- [WORK TO BE COMPLETED]: Please copy the data exactly as it stands, minus the images.
***
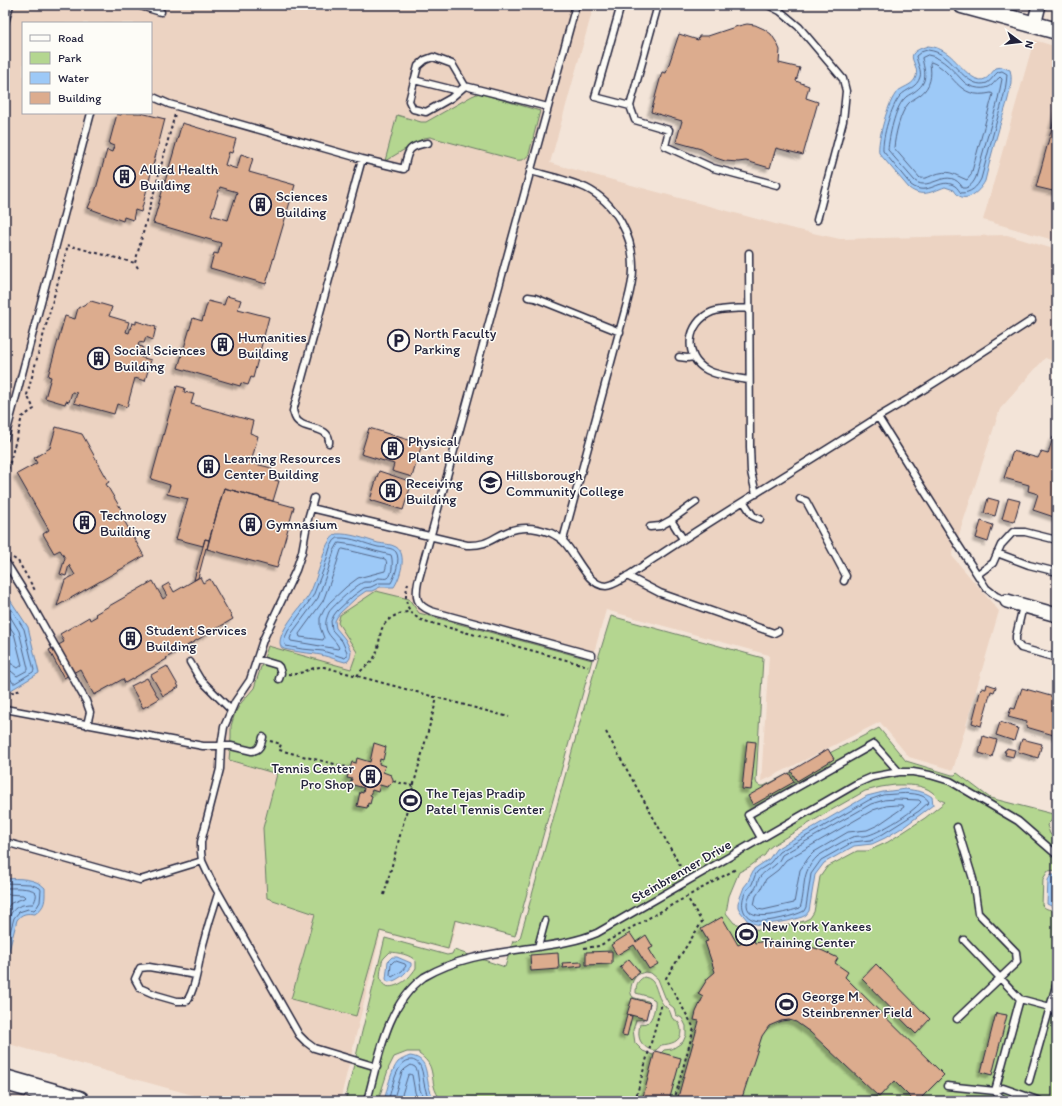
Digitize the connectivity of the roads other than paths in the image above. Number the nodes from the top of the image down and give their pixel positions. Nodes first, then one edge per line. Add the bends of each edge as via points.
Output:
1 (10, 5) edge
2 (137, 5) edge
3 (576, 5) edge
4 (620, 5) edge
5 (658, 5) edge
6 (768, 5) edge
7 (962, 5) edge
8 (1039, 5) edge
9 (161, 12) dead end
10 (5, 23) edge
11 (1034, 24) junction
12 (1057, 31) edge
13 (414, 80) junction
14 (465, 86) junction
15 (458, 91) junction
16 (152, 96) edge
17 (630, 106) junction
18 (548, 107) junction
19 (91, 114) edge
20 (428, 143) dead end
21 (362, 159) junction
22 (530, 171) junction
23 (777, 185) dead end
24 (817, 220) dead end
25 (749, 253) dead end
26 (528, 297) dead end
27 (749, 308) junction
28 (1032, 320) dead end
29 (620, 332) junction
30 (694, 356) junction
31 (679, 357) dead end
32 (749, 380) junction
33 (878, 417) junction
34 (5, 438) edge
35 (329, 443) dead end
36 (756, 494) junction
37 (314, 498) dead end
38 (800, 499) dead end
39 (696, 502) dead end
40 (744, 502) junction
41 (311, 508) junction
42 (760, 519) dead end
43 (670, 520) junction
44 (650, 527) dead end
45 (431, 536) junction
46 (683, 539) junction
47 (563, 540) junction
48 (1057, 540) edge
49 (997, 554) junction
50 (5, 562) edge
51 (1057, 572) edge
52 (978, 574) junction
53 (627, 576) junction
54 (844, 581) dead end
55 (1007, 601) joint
56 (1023, 606) junction
57 (1057, 615) edge
58 (778, 631) dead end
59 (592, 655) dead end
60 (1057, 658) edge
61 (257, 659) junction
62 (190, 662) dead end
63 (280, 676) road end
64 (5, 709) edge
65 (231, 710) junction
66 (87, 725) junction
67 (263, 738) road end
68 (221, 746) junction
69 (899, 772) junction
70 (957, 827) dead end
71 (761, 838) junction
72 (5, 842) edge
73 (1057, 855) edge
74 (202, 861) junction
75 (218, 894) junction
76 (545, 920) dead end
77 (964, 940) dead end
78 (538, 947) junction
79 (196, 975) junction
80 (1001, 978) junction
81 (1057, 982) edge
82 (1020, 999) junction
83 (1050, 1007) junction
84 (957, 1019) dead end
85 (376, 1066) junction
86 (5, 1080) edge
87 (1029, 1081) dead end
88 (947, 1086) dead end
89 (995, 1091) junction
90 (1016, 1093) junction
91 (79, 1101) edge
92 (367, 1101) edge
93 (1008, 1101) edge
94 (1013, 1101) edge
95 (1040, 1101) edge

1 - 10 lane
2 - 9 lane
3 - 18 lane
4 - 17 lane via 595,97
5 - 17 lane
6 - 24 lane via 780,11 799,27 843,79 846,91 843,121
7 - 11 street
8 - 11 street
11 - 12 street
13 - 14 lane via 418,66 433,57 452,64
13 - 15 lane
13 - 15 lane via 409,101 413,109 426,112 451,98
14 - 15 lane
14 - 18 lane
16 - 21 lane via 177,107
17 - 23 lane via 635,120 669,130 665,146 713,168
18 - 22 lane
19 - 34 lane
20 - 21 lane via 417,145 408,151 404,169
21 - 35 lane via 293,411 298,421 327,434
22 - 29 lane via 572,182 595,193 609,204 626,230 632,250 633,271
22 - 45 lane
25 - 27 lane
26 - 29 lane
27 - 30 lane via 726,309 704,316 692,332 690,343
27 - 32 lane
28 - 33 lane
29 - 47 lane
30 - 31 lane
30 - 32 lane via 707,370
32 - 36 lane via 751,472
33 - 36 lane
33 - 52 lane
36 - 40 lane
37 - 41 lane
38 - 54 lane via 806,501 846,576
39 - 43 lane
40 - 42 lane via 753,516
40 - 46 lane
41 - 45 lane
41 - 61 lane via 296,570 263,640
43 - 44 lane via 660,526
43 - 46 lane
45 - 47 lane via 475,545 516,529 530,528
45 - 59 lane via 417,587 418,602 424,608
46 - 53 lane
47 - 53 lane via 586,574 600,584 610,585
48 - 49 lane via 1025,532 1013,532
49 - 51 lane
49 - 52 lane via 993,563
50 - 66 lane via 86,701 90,712
52 - 55 lane via 986,588
53 - 58 lane via 660,593 774,633
55 - 56 street
56 - 57 street
56 - 60 lane via 1016,642 1020,648
61 - 63 lane via 280,667
61 - 65 lane via 248,685
62 - 65 lane via 200,679
64 - 66 lane
65 - 68 lane via 224,727
66 - 68 lane via 203,746
67 - 68 lane via 260,747 252,751
68 - 74 lane via 220,769 201,842
69 - 71 lane, Steinbrenner Drive via 872,777 856,784
69 - 71 lane via 874,744 748,816
69 - 73 lane, Steinbrenner Drive via 913,772 950,781 1018,821
70 - 80 lane via 973,879 978,914 1016,952 1017,962
71 - 78 lane, Steinbrenner Drive via 597,933 566,943
72 - 74 lane via 140,880
74 - 75 lane
75 - 79 lane
75 - 85 lane via 299,1035 314,1048
76 - 78 lane
77 - 80 lane
78 - 85 lane, Steinbrenner Drive via 455,962 420,980 393,1014
79 - 79 lane via 187,1001 156,995 140,988 135,979 140,968 149,967
80 - 82 lane
80 - 84 lane
81 - 83 lane
82 - 83 lane
82 - 89 lane
83 - 87 lane
85 - 92 lane, Steinbrenner Drive
86 - 91 main road
88 - 89 lane
89 - 90 lane via 1003,1088
89 - 93 lane via 998,1096
90 - 94 lane
90 - 95 lane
***
- [RESPONSE]:
Digitize the connectivity of the roads other than paths in the image above. Number the nodes from the top of the image down and give their pixel positions. Nodes first, then one edge per line. Add the bends of each edge as via points.
Output:
1 (10, 5) edge
2 (137, 5) edge
3 (576, 5) edge
4 (620, 5) edge
5 (658, 5) edge
6 (768, 5) edge
7 (962, 5) edge
8 (1039, 5) edge
9 (161, 12) dead end
10 (5, 23) edge
11 (1034, 24) junction
12 (1057, 31) edge
13 (414, 80) junction
14 (465, 86) junction
15 (458, 91) junction
16 (152, 96) edge
17 (630, 106) junction
18 (548, 107) junction
19 (91, 114) edge
20 (428, 143) dead end
21 (362, 159) junction
22 (530, 171) junction
23 (777, 185) dead end
24 (817, 220) dead end
25 (749, 253) dead end
26 (528, 297) dead end
27 (749, 308) junction
28 (1032, 320) dead end
29 (620, 332) junction
30 (694, 356) junction
31 (679, 357) dead end
32 (749, 380) junction
33 (878, 417) junction
34 (5, 438) edge
35 (329, 443) dead end
36 (756, 494) junction
37 (314, 498) dead end
38 (800, 499) dead end
39 (696, 502) dead end
40 (744, 502) junction
41 (311, 508) junction
42 (760, 519) dead end
43 (670, 520) junction
44 (650, 527) dead end
45 (431, 536) junction
46 (683, 539) junction
47 (563, 540) junction
48 (1057, 540) edge
49 (997, 554) junction
50 (5, 562) edge
51 (1057, 572) edge
52 (978, 574) junction
53 (627, 576) junction
54 (844, 581) dead end
55 (1007, 601) joint
56 (1023, 606) junction
57 (1057, 615) edge
58 (778, 631) dead end
59 (592, 655) dead end
60 (1057, 658) edge
61 (257, 659) junction
62 (190, 662) dead end
63 (280, 676) road end
64 (5, 709) edge
65 (231, 710) junction
66 (87, 725) junction
67 (263, 738) road end
68 (221, 746) junction
69 (899, 772) junction
70 (957, 827) dead end
71 (761, 838) junction
72 (5, 842) edge
73 (1057, 855) edge
74 (202, 861) junction
75 (218, 894) junction
76 (545, 920) dead end
77 (964, 940) dead end
78 (538, 947) junction
79 (196, 975) junction
80 (1001, 978) junction
81 (1057, 982) edge
82 (1020, 999) junction
83 (1050, 1007) junction
84 (957, 1019) dead end
85 (376, 1066) junction
86 (5, 1080) edge
87 (1029, 1081) dead end
88 (947, 1086) dead end
89 (995, 1091) junction
90 (1016, 1093) junction
91 (79, 1101) edge
92 (367, 1101) edge
93 (1008, 1101) edge
94 (1013, 1101) edge
95 (1040, 1101) edge

1 - 10 lane
2 - 9 lane
3 - 18 lane
4 - 17 lane via 595,97
5 - 17 lane
6 - 24 lane via 780,11 799,27 843,79 846,91 843,121
7 - 11 street
8 - 11 street
11 - 12 street
13 - 14 lane via 418,66 433,57 452,64
13 - 15 lane
13 - 15 lane via 409,101 413,109 426,112 451,98
14 - 15 lane
14 - 18 lane
16 - 21 lane via 177,107
17 - 23 lane via 635,120 669,130 665,146 713,168
18 - 22 lane
19 - 34 lane
20 - 21 lane via 417,145 408,151 404,169
21 - 35 lane via 293,411 298,421 327,434
22 - 29 lane via 572,182 595,193 609,204 626,230 632,250 633,271
22 - 45 lane
25 - 27 lane
26 - 29 lane
27 - 30 lane via 726,309 704,316 692,332 690,343
27 - 32 lane
28 - 33 lane
29 - 47 lane
30 - 31 lane
30 - 32 lane via 707,370
32 - 36 lane via 751,472
33 - 36 lane
33 - 52 lane
36 - 40 lane
37 - 41 lane
38 - 54 lane via 806,501 846,576
39 - 43 lane
40 - 42 lane via 753,516
40 - 46 lane
41 - 45 lane
41 - 61 lane via 296,570 263,640
43 - 44 lane via 660,526
43 - 46 lane
45 - 47 lane via 475,545 516,529 530,528
45 - 59 lane via 417,587 418,602 424,608
46 - 53 lane
47 - 53 lane via 586,574 600,584 610,585
48 - 49 lane via 1025,532 1013,532
49 - 51 lane
49 - 52 lane via 993,563
50 - 66 lane via 86,701 90,712
52 - 55 lane via 986,588
53 - 58 lane via 660,593 774,633
55 - 56 street
56 - 57 street
56 - 60 lane via 1016,642 1020,648
61 - 63 lane via 280,667
61 - 65 lane via 248,685
62 - 65 lane via 200,679
64 - 66 lane
65 - 68 lane via 224,727
66 - 68 lane via 203,746
67 - 68 lane via 260,747 252,751
68 - 74 lane via 220,769 201,842
69 - 71 lane, Steinbrenner Drive via 872,777 856,784
69 - 71 lane via 874,744 748,816
69 - 73 lane, Steinbrenner Drive via 913,772 950,781 1018,821
70 - 80 lane via 973,879 978,914 1016,952 1017,962
71 - 78 lane, Steinbrenner Drive via 597,933 566,943
72 - 74 lane via 140,880
74 - 75 lane
75 - 79 lane
75 - 85 lane via 299,1035 314,1048
76 - 78 lane
77 - 80 lane
78 - 85 lane, Steinbrenner Drive via 455,962 420,980 393,1014
79 - 79 lane via 187,1001 156,995 140,988 135,979 140,968 149,967
80 - 82 lane
80 - 84 lane
81 - 83 lane
82 - 83 lane
82 - 89 lane
83 - 87 lane
85 - 92 lane, Steinbrenner Drive
86 - 91 main road
88 - 89 lane
89 - 90 lane via 1003,1088
89 - 93 lane via 998,1096
90 - 94 lane
90 - 95 lane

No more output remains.